- Opening Delimiter -

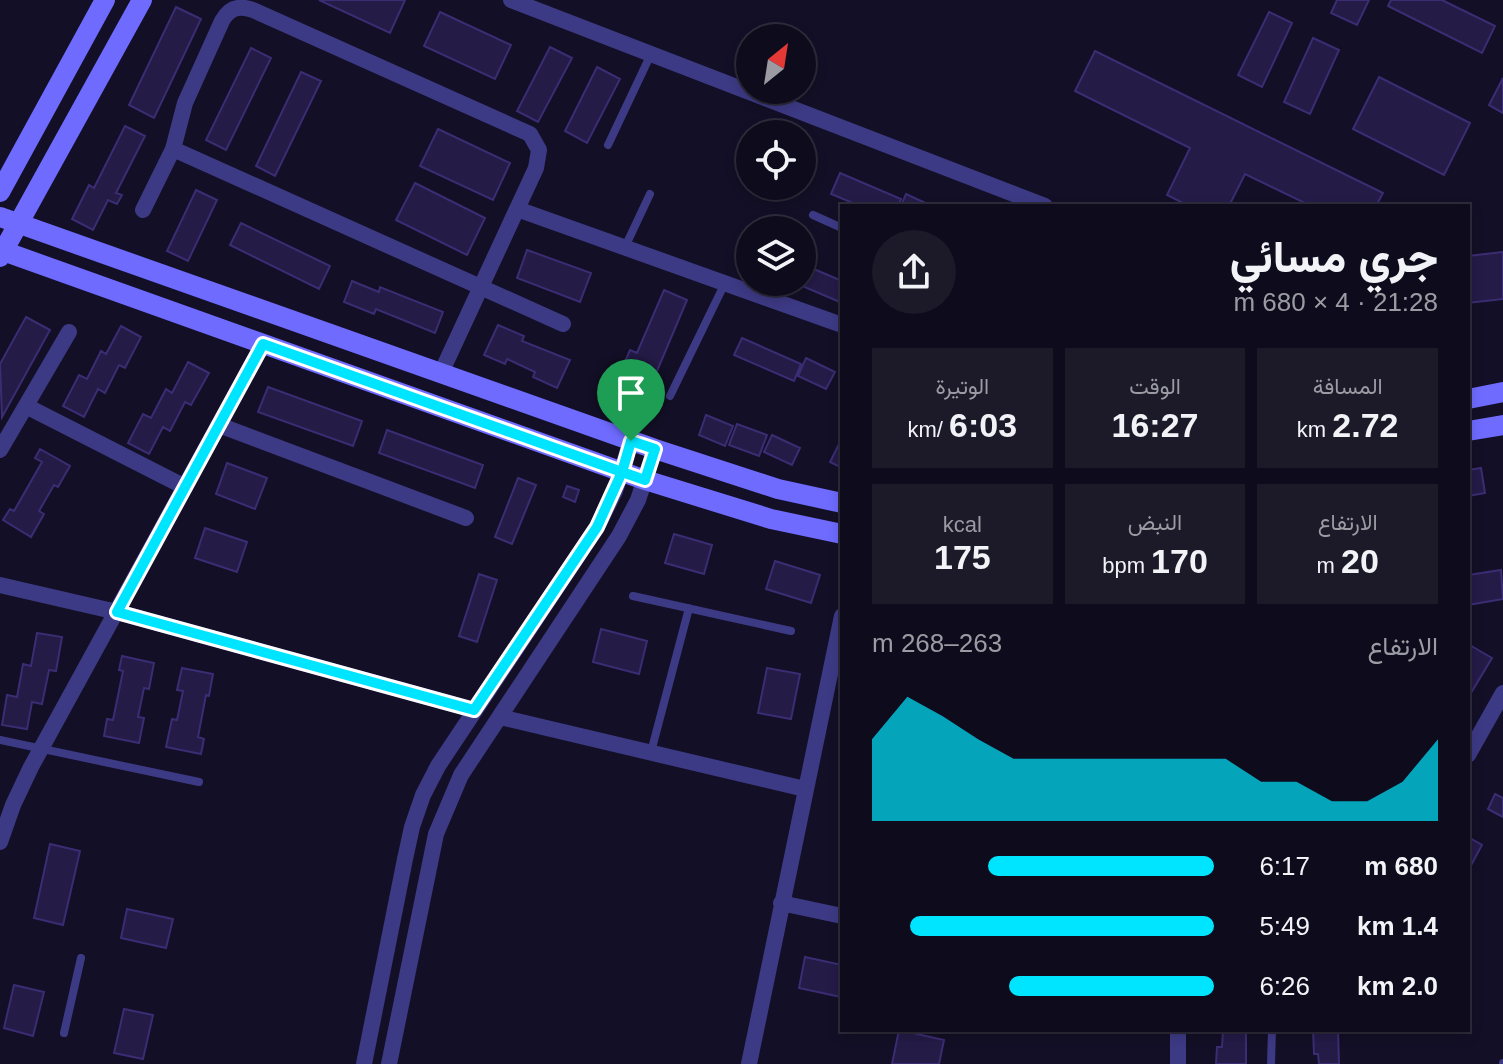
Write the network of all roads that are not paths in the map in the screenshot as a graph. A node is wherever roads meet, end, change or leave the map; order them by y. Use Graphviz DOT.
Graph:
graph roads {
  1 [pos="105,0"];
  2 [pos="142,0"];
  3 [pos="511,0"];
  4 [pos="652,54"];
  5 [pos="608,145"];
  6 [pos="173,149"];
  7 [pos="1004,189"];
  8 [pos="0,192"];
  9 [pos="650,194"];
  10 [pos="997,204"];
  11 [pos="1040,204"];
  12 [pos="517,209"];
  13 [pos="143,210"];
  14 [pos="813,215"];
  15 [pos="9,220"];
  16 [pos="840,227"];
  17 [pos="625,247"];
  18 [pos="1,253"];
  19 [pos="726,283"];
  20 [pos="481,287"];
  21 [pos="563,324"];
  22 [pos="840,324"];
  23 [pos="69,332"];
  24 [pos="263,344"];
  25 [pos="441,373"];
  26 [pos="1503,392"];
  27 [pos="670,396"];
  28 [pos="1470,399"];
  29 [pos="26,406"];
  30 [pos="219,425"];
  31 [pos="1503,425"];
  32 [pos="1470,431"];
  33 [pos="631,441"];
  34 [pos="655,449"];
  35 [pos="0,450"];
  36 [pos="622,472"];
  37 [pos="645,480"];
  38 [pos="185,487"];
  39 [pos="840,503"];
  40 [pos="466,518"];
  41 [pos="840,534"];
  42 [pos="0,585"];
  43 [pos="633,596"];
  44 [pos="689,608"];
  45 [pos="117,612"];
  46 [pos="791,631"];
  47 [pos="840,634"];
  48 [pos="1503,693"];
  49 [pos="474,710"];
  50 [pos="500,717"];
  51 [pos="0,740"];
  52 [pos="42,749"];
  53 [pos="1470,751"];
  54 [pos="651,752"];
  55 [pos="199,782"];
  56 [pos="805,789"];
  57 [pos="0,842"];
  58 [pos="781,903"];
  59 [pos="840,916"];
  60 [pos="81,958"];
  61 [pos="1178,1032"];
  62 [pos="1272,1032"];
  63 [pos="64,1033"];
  64 [pos="364,1064"];
  65 [pos="389,1064"];
  66 [pos="749,1064"];
  67 [pos="1178,1064"];
  68 [pos="1271,1064"];
  1 -- 8 [label="main road"];
  2 -- 15 [label="main road"];
  3 -- 4 [label="street"];
  4 -- 5 [label="lane"];
  4 -- 7 [label="street"];
  6 -- 12 [label="street"];
  6 -- 13 [label="street"];
  6 -- 20 [label="street"];
  7 -- 10 [label="street"];
  7 -- 11 [label="street"];
  9 -- 17 [label="lane"];
  12 -- 17 [label="street"];
  12 -- 20 [label="street"];
  14 -- 16 [label="lane"];
  15 -- 18 [label="main road"];
  15 -- 25 [label="main road"];
  17 -- 19 [label="street"];
  18 -- 24 [label="main road"];
  19 -- 22 [label="street"];
  19 -- 27 [label="lane"];
  20 -- 21 [label="street"];
  20 -- 25 [label="street"];
  23 -- 29 [label="street"];
  24 -- 30 [label="street"];
  24 -- 36 [label="main road"];
  25 -- 33 [label="main road"];
  26 -- 28 [label="main road"];
  29 -- 35 [label="street"];
  29 -- 38 [label="street"];
  30 -- 38 [label="street"];
  30 -- 40 [label="street"];
  31 -- 32 [label="main road"];
  33 -- 34 [label="main road"];
  33 -- 36 [label="street"];
  34 -- 37 [label="street"];
  34 -- 39 [label="main road"];
  36 -- 37 [label="main road"];
  36 -- 49 [label="street"];
  37 -- 41 [label="main road"];
  37 -- 50 [label="street"];
  38 -- 45 [label="street"];
  42 -- 45 [label="street"];
  43 -- 44 [label="lane"];
  44 -- 46 [label="lane"];
  44 -- 54 [label="lane"];
  45 -- 49 [label="street"];
  45 -- 52 [label="street"];
  47 -- 56 [label="street"];
  48 -- 53 [label="street"];
  49 -- 64 [label="street"];
  50 -- 54 [label="street"];
  50 -- 65 [label="street"];
  51 -- 52 [label="lane"];
  52 -- 55 [label="lane"];
  52 -- 57 [label="street"];
  54 -- 56 [label="street"];
  56 -- 58 [label="street"];
  58 -- 59 [label="street"];
  58 -- 66 [label="street"];
  60 -- 63 [label="lane"];
  61 -- 67 [label="street"];
  62 -- 68 [label="lane"];
}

- Closing Delimiter -

● About this task:
Give the listing again exactly, but omit each image.

● Task solution:
Write the network of all roads that are not paths in the map in the screenshot as a graph. A node is wherever roads meet, end, change or leave the map; order them by y. Use Graphviz DOT.
Graph:
graph roads {
  1 [pos="105,0"];
  2 [pos="142,0"];
  3 [pos="511,0"];
  4 [pos="652,54"];
  5 [pos="608,145"];
  6 [pos="173,149"];
  7 [pos="1004,189"];
  8 [pos="0,192"];
  9 [pos="650,194"];
  10 [pos="997,204"];
  11 [pos="1040,204"];
  12 [pos="517,209"];
  13 [pos="143,210"];
  14 [pos="813,215"];
  15 [pos="9,220"];
  16 [pos="840,227"];
  17 [pos="625,247"];
  18 [pos="1,253"];
  19 [pos="726,283"];
  20 [pos="481,287"];
  21 [pos="563,324"];
  22 [pos="840,324"];
  23 [pos="69,332"];
  24 [pos="263,344"];
  25 [pos="441,373"];
  26 [pos="1503,392"];
  27 [pos="670,396"];
  28 [pos="1470,399"];
  29 [pos="26,406"];
  30 [pos="219,425"];
  31 [pos="1503,425"];
  32 [pos="1470,431"];
  33 [pos="631,441"];
  34 [pos="655,449"];
  35 [pos="0,450"];
  36 [pos="622,472"];
  37 [pos="645,480"];
  38 [pos="185,487"];
  39 [pos="840,503"];
  40 [pos="466,518"];
  41 [pos="840,534"];
  42 [pos="0,585"];
  43 [pos="633,596"];
  44 [pos="689,608"];
  45 [pos="117,612"];
  46 [pos="791,631"];
  47 [pos="840,634"];
  48 [pos="1503,693"];
  49 [pos="474,710"];
  50 [pos="500,717"];
  51 [pos="0,740"];
  52 [pos="42,749"];
  53 [pos="1470,751"];
  54 [pos="651,752"];
  55 [pos="199,782"];
  56 [pos="805,789"];
  57 [pos="0,842"];
  58 [pos="781,903"];
  59 [pos="840,916"];
  60 [pos="81,958"];
  61 [pos="1178,1032"];
  62 [pos="1272,1032"];
  63 [pos="64,1033"];
  64 [pos="364,1064"];
  65 [pos="389,1064"];
  66 [pos="749,1064"];
  67 [pos="1178,1064"];
  68 [pos="1271,1064"];
  1 -- 8 [label="main road"];
  2 -- 15 [label="main road"];
  3 -- 4 [label="street"];
  4 -- 5 [label="lane"];
  4 -- 7 [label="street"];
  6 -- 12 [label="street"];
  6 -- 13 [label="street"];
  6 -- 20 [label="street"];
  7 -- 10 [label="street"];
  7 -- 11 [label="street"];
  9 -- 17 [label="lane"];
  12 -- 17 [label="street"];
  12 -- 20 [label="street"];
  14 -- 16 [label="lane"];
  15 -- 18 [label="main road"];
  15 -- 25 [label="main road"];
  17 -- 19 [label="street"];
  18 -- 24 [label="main road"];
  19 -- 22 [label="street"];
  19 -- 27 [label="lane"];
  20 -- 21 [label="street"];
  20 -- 25 [label="street"];
  23 -- 29 [label="street"];
  24 -- 30 [label="street"];
  24 -- 36 [label="main road"];
  25 -- 33 [label="main road"];
  26 -- 28 [label="main road"];
  29 -- 35 [label="street"];
  29 -- 38 [label="street"];
  30 -- 38 [label="street"];
  30 -- 40 [label="street"];
  31 -- 32 [label="main road"];
  33 -- 34 [label="main road"];
  33 -- 36 [label="street"];
  34 -- 37 [label="street"];
  34 -- 39 [label="main road"];
  36 -- 37 [label="main road"];
  36 -- 49 [label="street"];
  37 -- 41 [label="main road"];
  37 -- 50 [label="street"];
  38 -- 45 [label="street"];
  42 -- 45 [label="street"];
  43 -- 44 [label="lane"];
  44 -- 46 [label="lane"];
  44 -- 54 [label="lane"];
  45 -- 49 [label="street"];
  45 -- 52 [label="street"];
  47 -- 56 [label="street"];
  48 -- 53 [label="street"];
  49 -- 64 [label="street"];
  50 -- 54 [label="street"];
  50 -- 65 [label="street"];
  51 -- 52 [label="lane"];
  52 -- 55 [label="lane"];
  52 -- 57 [label="street"];
  54 -- 56 [label="street"];
  56 -- 58 [label="street"];
  58 -- 59 [label="street"];
  58 -- 66 [label="street"];
  60 -- 63 [label="lane"];
  61 -- 67 [label="street"];
  62 -- 68 [label="lane"];
}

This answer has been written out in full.